◆ AIM OF THE EXERCISE
Could you write out every record below exactly, leaving out any pictures?
[[ SOURCE DATA open ]]
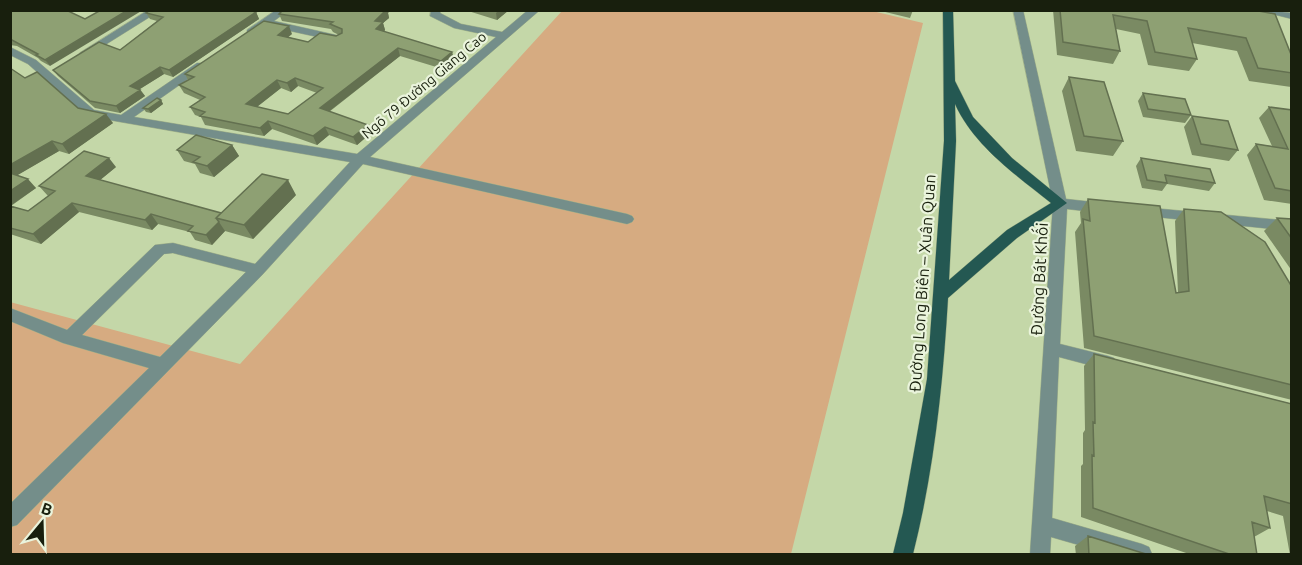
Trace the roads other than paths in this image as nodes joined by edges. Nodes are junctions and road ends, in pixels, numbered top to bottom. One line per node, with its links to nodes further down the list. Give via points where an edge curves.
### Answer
1 (156, 10): 15 (street)
2 (284, 10): 9 (street)
3 (436, 10): 10 (street, via 434,14 458,26)
4 (535, 10): 10 (street, Ngõ 79 Đường Giang Cao)
5 (948, 10): 16 (main road, Đường Long Biên – Xuân Quan)
6 (1018, 10): 19 (street, Đường Bát Khối)
7 (1268, 10): 8 (street)
8 (1292, 16)
9 (266, 23): 11 (street); 12 (street)
10 (505, 36): 18 (street, Ngõ 79 Đường Giang Cao)
11 (239, 39)
12 (339, 39)
13 (10, 50): 17 (street, via 51,73 90,113)
14 (212, 57): 17 (street)
15 (75, 59)
16 (948, 77): 19 (main road, via 968,119 1007,161); 25 (main road, Đường Long Biên – Xuân Quan, via 950,141)
17 (123, 119): 18 (street)
18 (360, 159): 20 (street); 24 (street, Ngõ 79 Đường Giang Cao)
19 (1060, 204): 21 (street); 25 (main road, via 1012,234); 28 (street, Đường Bát Khối)
20 (627, 219)
21 (1250, 223): 22 (street); 23 (street)
22 (1292, 226)
23 (1262, 242)
24 (258, 270): 27 (street, via 173,248 160,249); 29 (street, Ngõ 79 Đường Giang Cao)
25 (941, 295): 33 (main road, Đường Long Biên – Xuân Quan, via 935,379)
26 (10, 314): 27 (street)
27 (69, 338): 29 (street)
28 (1053, 349): 30 (street); 32 (street, Đường Bát Khối)
29 (163, 365): 31 (street, Ngõ 79 Đường Giang Cao)
30 (1121, 366)
31 (10, 518)
32 (1042, 525): 34 (street, Đường Bát Khối); 35 (street)
33 (903, 555)
34 (1040, 555)
35 (1142, 555)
[[ SOURCE DATA closed ]]
◆ ANSWER BOX
Trace the roads other than paths in this image as nodes joined by edges. Nodes are junctions and road ends, in pixels, numbered top to bottom. One line per node, with its links to nodes further down the list. Give via points where an edge curves.
### Answer
1 (156, 10): 15 (street)
2 (284, 10): 9 (street)
3 (436, 10): 10 (street, via 434,14 458,26)
4 (535, 10): 10 (street, Ngõ 79 Đường Giang Cao)
5 (948, 10): 16 (main road, Đường Long Biên – Xuân Quan)
6 (1018, 10): 19 (street, Đường Bát Khối)
7 (1268, 10): 8 (street)
8 (1292, 16)
9 (266, 23): 11 (street); 12 (street)
10 (505, 36): 18 (street, Ngõ 79 Đường Giang Cao)
11 (239, 39)
12 (339, 39)
13 (10, 50): 17 (street, via 51,73 90,113)
14 (212, 57): 17 (street)
15 (75, 59)
16 (948, 77): 19 (main road, via 968,119 1007,161); 25 (main road, Đường Long Biên – Xuân Quan, via 950,141)
17 (123, 119): 18 (street)
18 (360, 159): 20 (street); 24 (street, Ngõ 79 Đường Giang Cao)
19 (1060, 204): 21 (street); 25 (main road, via 1012,234); 28 (street, Đường Bát Khối)
20 (627, 219)
21 (1250, 223): 22 (street); 23 (street)
22 (1292, 226)
23 (1262, 242)
24 (258, 270): 27 (street, via 173,248 160,249); 29 (street, Ngõ 79 Đường Giang Cao)
25 (941, 295): 33 (main road, Đường Long Biên – Xuân Quan, via 935,379)
26 (10, 314): 27 (street)
27 (69, 338): 29 (street)
28 (1053, 349): 30 (street); 32 (street, Đường Bát Khối)
29 (163, 365): 31 (street, Ngõ 79 Đường Giang Cao)
30 (1121, 366)
31 (10, 518)
32 (1042, 525): 34 (street, Đường Bát Khối); 35 (street)
33 (903, 555)
34 (1040, 555)
35 (1142, 555)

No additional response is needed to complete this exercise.